From Belfast to Dublin, Sinn Féin held protests in an estimated 30 towns and cities while the SDLP and other political parties and trade unions also added their voices to the call for immediate elections.

Despite opposition from republicans, and against the wishes of the Irish Government, British Prime Minister Tony Blair postponed the elections last month citing failure of the IRA to produce a statement declaring an end to all paramilitary activity.

The largest Dublin protest saw hundreds converge on the British Embassy on Merrion Road yesterday evening while activists yesterday morning put leaflets out on all the main road and rail routes into Dublin. In Belfast and most Northern towns hundreds of republicans handed in letters of protest to electoral offices and held white line protests on major traffic routes.

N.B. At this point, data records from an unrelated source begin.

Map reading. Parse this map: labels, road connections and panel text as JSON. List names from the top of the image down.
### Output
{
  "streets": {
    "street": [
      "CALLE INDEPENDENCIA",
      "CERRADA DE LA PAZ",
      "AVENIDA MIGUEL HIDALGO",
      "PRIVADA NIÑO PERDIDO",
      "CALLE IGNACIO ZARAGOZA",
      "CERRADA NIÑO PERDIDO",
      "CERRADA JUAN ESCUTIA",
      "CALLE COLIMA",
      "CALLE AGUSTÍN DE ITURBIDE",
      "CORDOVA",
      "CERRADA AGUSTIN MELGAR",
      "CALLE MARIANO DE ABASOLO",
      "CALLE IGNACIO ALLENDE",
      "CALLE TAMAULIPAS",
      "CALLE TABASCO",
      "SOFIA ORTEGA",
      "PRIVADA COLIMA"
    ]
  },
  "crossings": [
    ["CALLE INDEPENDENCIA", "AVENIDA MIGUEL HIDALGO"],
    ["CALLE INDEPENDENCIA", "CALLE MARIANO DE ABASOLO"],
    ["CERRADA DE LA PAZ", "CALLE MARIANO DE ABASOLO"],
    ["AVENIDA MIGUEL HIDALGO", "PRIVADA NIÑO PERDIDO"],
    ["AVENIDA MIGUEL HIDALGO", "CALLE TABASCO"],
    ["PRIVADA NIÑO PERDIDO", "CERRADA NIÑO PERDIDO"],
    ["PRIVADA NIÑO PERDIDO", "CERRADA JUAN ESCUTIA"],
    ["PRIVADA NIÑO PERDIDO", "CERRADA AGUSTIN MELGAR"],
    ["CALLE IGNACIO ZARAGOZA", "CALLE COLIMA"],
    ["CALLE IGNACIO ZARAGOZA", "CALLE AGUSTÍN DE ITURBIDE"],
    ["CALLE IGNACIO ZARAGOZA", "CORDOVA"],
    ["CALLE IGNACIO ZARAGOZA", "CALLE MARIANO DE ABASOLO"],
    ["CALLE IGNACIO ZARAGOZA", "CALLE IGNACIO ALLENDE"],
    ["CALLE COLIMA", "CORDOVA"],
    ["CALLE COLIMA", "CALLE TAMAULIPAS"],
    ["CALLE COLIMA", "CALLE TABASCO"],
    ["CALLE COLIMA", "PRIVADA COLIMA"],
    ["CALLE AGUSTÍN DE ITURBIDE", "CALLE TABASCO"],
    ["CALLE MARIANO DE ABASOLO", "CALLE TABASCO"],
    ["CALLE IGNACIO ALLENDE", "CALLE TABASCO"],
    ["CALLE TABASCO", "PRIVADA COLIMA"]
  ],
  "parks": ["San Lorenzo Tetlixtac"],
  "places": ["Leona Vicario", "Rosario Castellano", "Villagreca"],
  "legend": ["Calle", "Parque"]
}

Yesterday Sinn Féin president Gerry Adams repeated a warning that the peace process could drift into oblivion if the British government did not call elections. Mr Adams said the decision of Tony Blair to go against the wishes of the Taoiseach was an absolute disgrace: “Our position is that the election should go ahead as quickly as possible. The British Government has created a deep crisis in the political process. The cancellation of the assembly elections scheduled for today creates a dangerous political vacuum which those who are opponents of the (peace) agreement will attempt to fill.”

Taoiseach Bertie Ahern yesterday repeated his view that calling off the elections had been a mistake which would make the peace process more difficult. On Wednesday the Dáil accepted a government motion, urging that elections be held quickly and that in the meantime, everyone with influence in the North should work for a violence-free summer.